Schematic of powder metallurgy route followed by T6 heat treatment.

Fig. 2

Schematic of microwave case-hardening setup and mechanism.

ASTM standard B962-17 was used for density measurements according to the Archimedes principle. Rockwell hardness was measured using standard ASTM E18 to determine the surface hardness of the samples by indenting with a 1/16 mm steel ball under 100 kgf. Standard ASTM E9 was chosen for compressive tests of the obtained samples (25 mm diameter, 50 mm height) in an Instron testing machine at a strain rate of 0.75 mm/min. ASTM standard B925-03 was used to perform shear testing on samples at a rate of 0.1 mm/min. All test results are the average for five samples per test, to ensure consistency. The high-temperature wear performance of the samples was tested using a pin-on-disc setup with maximum pin heating of 500°C using AAMMC pins with dimensions of 5 mm in cross-section and 50 mm in height. All wear and friction tests were repeated five times to provide confidence in the results. High-temperature wear testing was performed using a total distance of 5000 m, calculated from the runway of landing aircraft with a total testing time of around 12 min in each trail. Wear testing was carried out in the realistic operating temperature range from 300°C to 450°C.

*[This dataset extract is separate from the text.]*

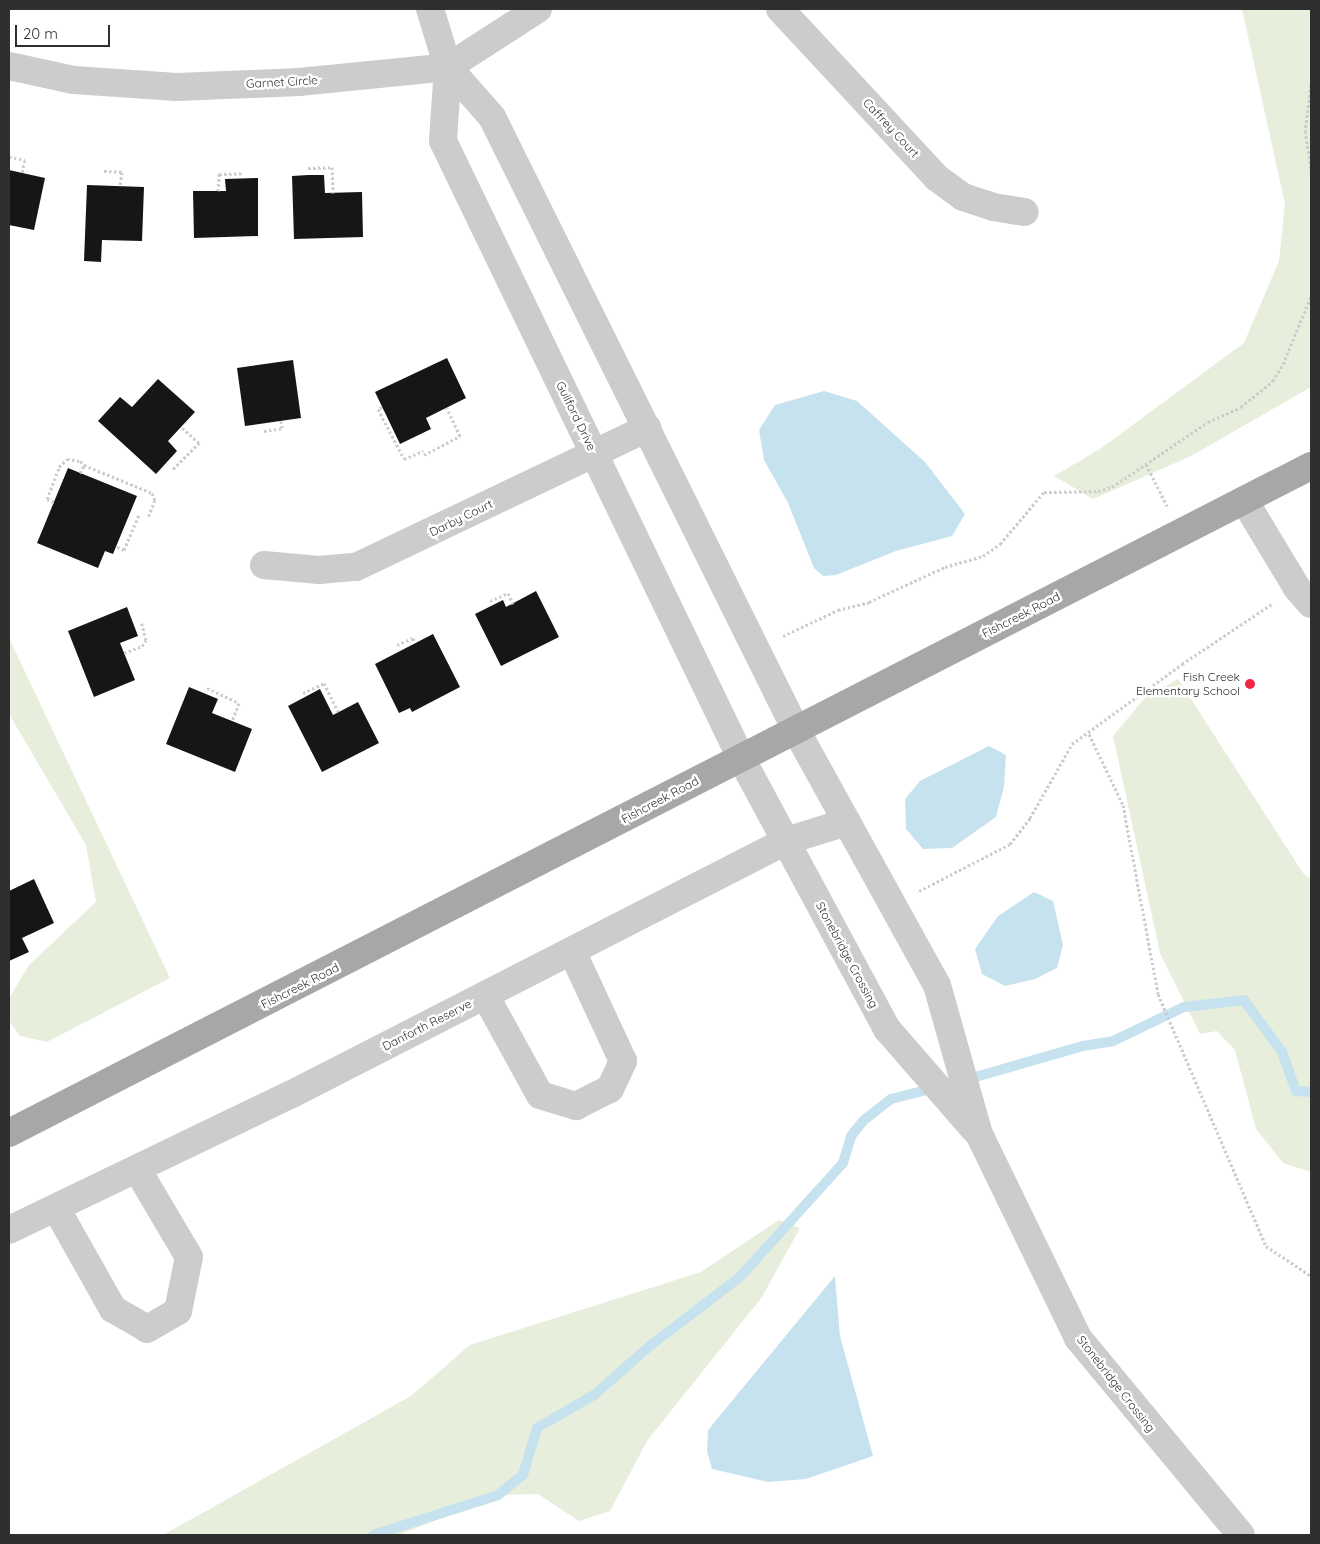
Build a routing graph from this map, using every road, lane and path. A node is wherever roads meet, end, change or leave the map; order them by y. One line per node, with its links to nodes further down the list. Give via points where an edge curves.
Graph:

A handheld x-ray florescence analyzer was used to confirm the alloying elements and their percentage in the AA 2900 matrix (Supplementary Table S2). α-Al₂O₃ content of 3 wt.%, 6 wt.%, and 9 wt.% was used to reinforce the matrix, and the particle size for both powder materials was around 10 µm. Figure 3(a) presents a high-resolution scanning electron microscopy (HRSEM) image of the as-received powder, confirming its near-spherical shape. Figure 3(b) presents HRSEM micrographs of the as-received α-Al₂O₃. The x-ray powder diffraction (XRD) data in Fig. 3(c) confirm that the as-received alumina particles exhibited reflection peaks corresponding to the d spacings of hkl lattice planes 012, 116, 104, 113, and 110.

Fig. 3

HRSEM micrographs of (a) AA 2900 powder particle and (b) α-Al₂O₃, and (c) XRD of α-Al₂O₃.

Results and Discussion

Process Validation

To meet the challenging performance requirements of brake pads used in aerospace applications, secondary operations including bulk treatment or surface modification were applied to the AAMMC materials to improve their wear and friction properties, as well as case hardening to improve the surface characteristics to match the wear performance of existing brake pad materials. To achieve successful case hardening, the diffusion mechanism of carbon to the aluminum matrix in the fabricated T6-AA 2900 6 wt.% α-Al₂O₃ must be studied. Sahoo et al.¹⁷ studied a similar carbon diffusion mechanism based on the graphene impregnation method to improve the surface properties of the developed composite. Manish et al.¹² reviewed the importance of adding carbon to the softer aluminum matrix and its composites to achieve the requirements of high-strength applications. In this regard, it has also been suggested that carbon diffusion to depths up to 500 µm can be achieved but is challenging, beyond which further improvements of the surface properties was not observed. Snihirova et al.¹⁹ reported that carbon coating on the surface of aluminum composites resulted in the diffusion of a certain amount of carbon into the substrate, thereby improving the surface hardness and surface wear characteristics of the coating as observed after failure during the testing process. The aluminum–carbon phase diagram is presented in Fig. 4. Along with the solubility, the depth of diffusion is also monitored for the AAMMC materials after both processes to evaluate their influence on the final properties.

Fig. 4

Solubility graphs for aluminum alloy system: aluminum–carbon ¹⁵.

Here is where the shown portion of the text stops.